As a genre romantic comedies are incredibly formulaic. Even the casual viewer will recognise well-worn tropes like the declaration of love, the big white wedding, and the Hollywood kiss but to name a few. What Sankey is interested in are the equally present, but decidedly more subtle, themes of misogyny, heteronormativity and whiteness. Romantic Comedy’s structure, consisting of over 100 moments from romantic comedies aided only by voiceover is essential to the persuasiveness of her argument. At every turn Sankey supports her analysis with carefully selected moments from well-known and highly popular romantic comedies creating a strikingly didactic style.

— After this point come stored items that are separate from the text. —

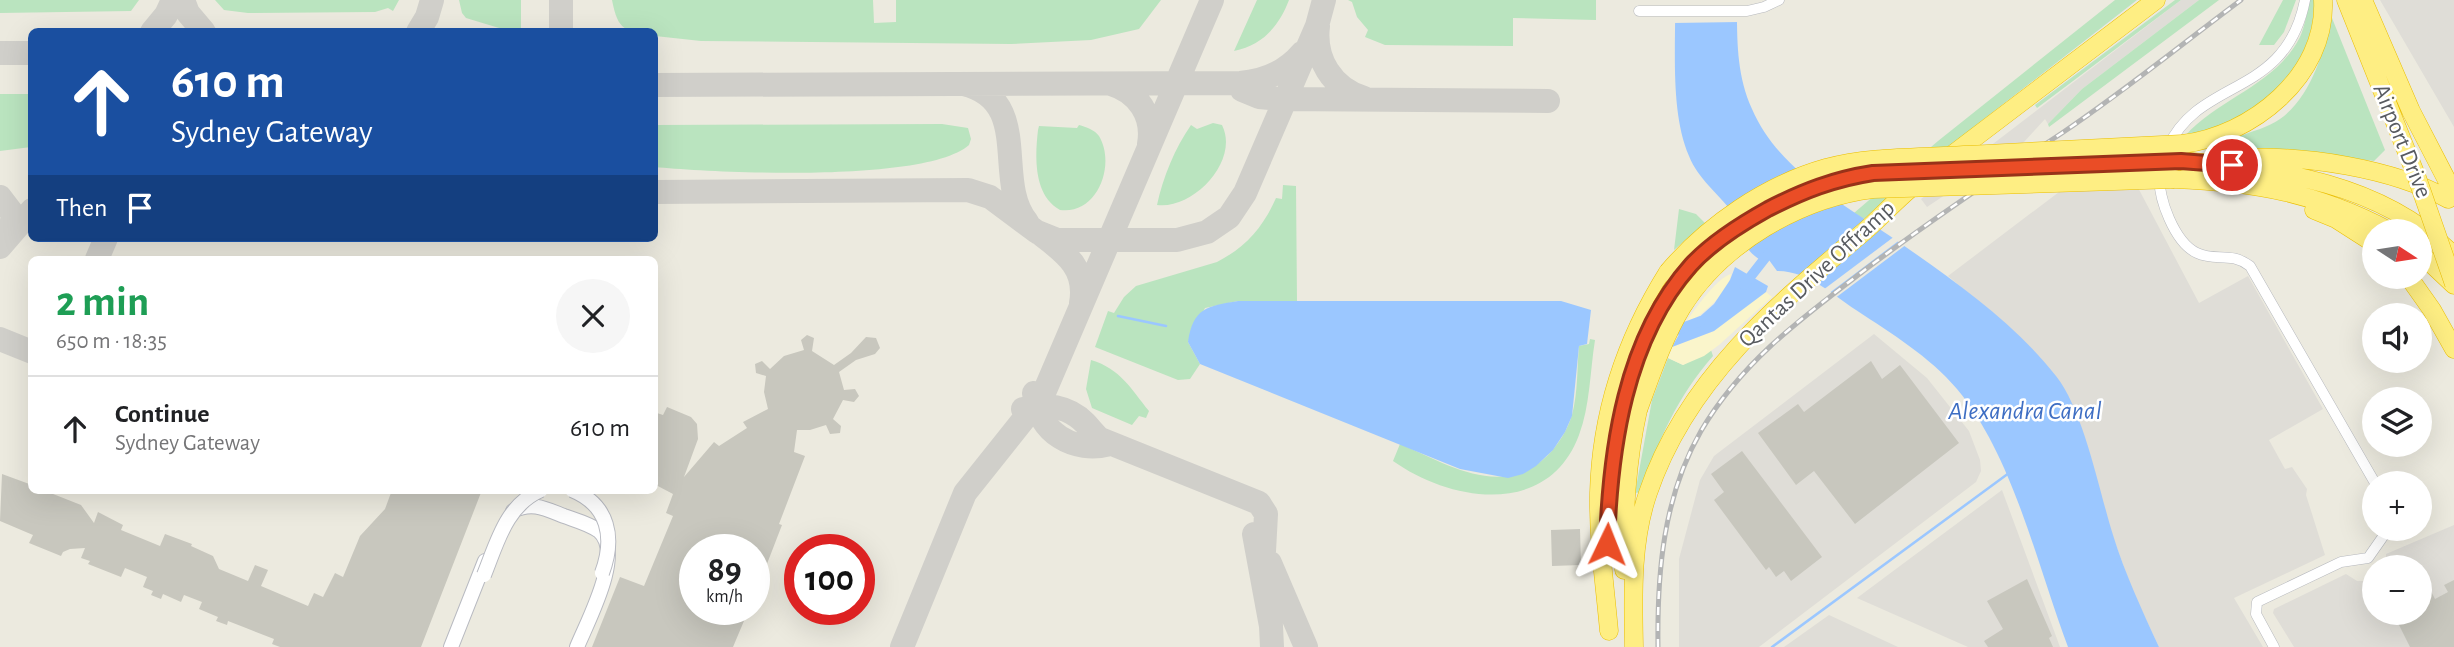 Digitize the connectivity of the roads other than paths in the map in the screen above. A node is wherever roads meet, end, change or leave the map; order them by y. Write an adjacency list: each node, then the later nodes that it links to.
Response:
1 (1779, 0): 7 (street)
2 (2156, 0): 29 (highway, Qantas Drive Offramp)
3 (2305, 0): 21 (street)
4 (2323, 0): 9 (highway)
5 (2346, 0): 17 (highway, Airport Drive, bridge)
6 (2363, 0): 8 (highway, Airport Drive)
7 (1639, 11)
8 (2411, 111): 10 (highway); 12 (highway)
9 (2182, 153): 12 (highway); 15 (highway); 20 (highway, bridge)
10 (2454, 177)
11 (2175, 179): 13 (highway); 14 (highway); 20 (highway, bridge)
12 (2451, 197)
13 (2366, 219)
14 (2362, 236)
15 (2454, 256)
16 (2432, 264): 17 (highway)
17 (2454, 284)
18 (2417, 289): 19 (highway)
19 (2454, 348)
20 (1624, 407): 25 (highway); 28 (highway)
21 (2368, 471)
22 (534, 494): 26 (street, bridge)
23 (581, 494): 27 (street, bridge)
24 (2380, 541): 30 (street)
25 (1609, 639)
26 (453, 647): 27 (street)
27 (575, 647)
28 (1624, 647)
29 (1634, 647)
30 (2274, 647)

Sankey begins her exploration of female representation in romantic comedies with the films of the late 90’s and early 2000’s, a moment which saw the genre explode in popularity thanks to the success of films like Four Weddings and a Funeral (1994) and Pretty Woman (1990). As such, it is the female characters from this period that provide Sankey with her the most effective material. She argues that women in romantic comedies can largely be understood as belonging to one of the following categories; The Clumsy Career Woman (see Bridget Jones’ Diary, The Proposal etc), The Muse (see Garden State, Forgetting Sarah Marshall etc), and the most enduring of all The Cool Girl (see Miss Congeniality, How to Lose A Guy in 10 Days or any Cameron Diaz movie). Within these character tropes, which Sankey demonstrates are commonplace within the genre, she finds the troubling reinforcement of gender roles built upon misogynistic ideals.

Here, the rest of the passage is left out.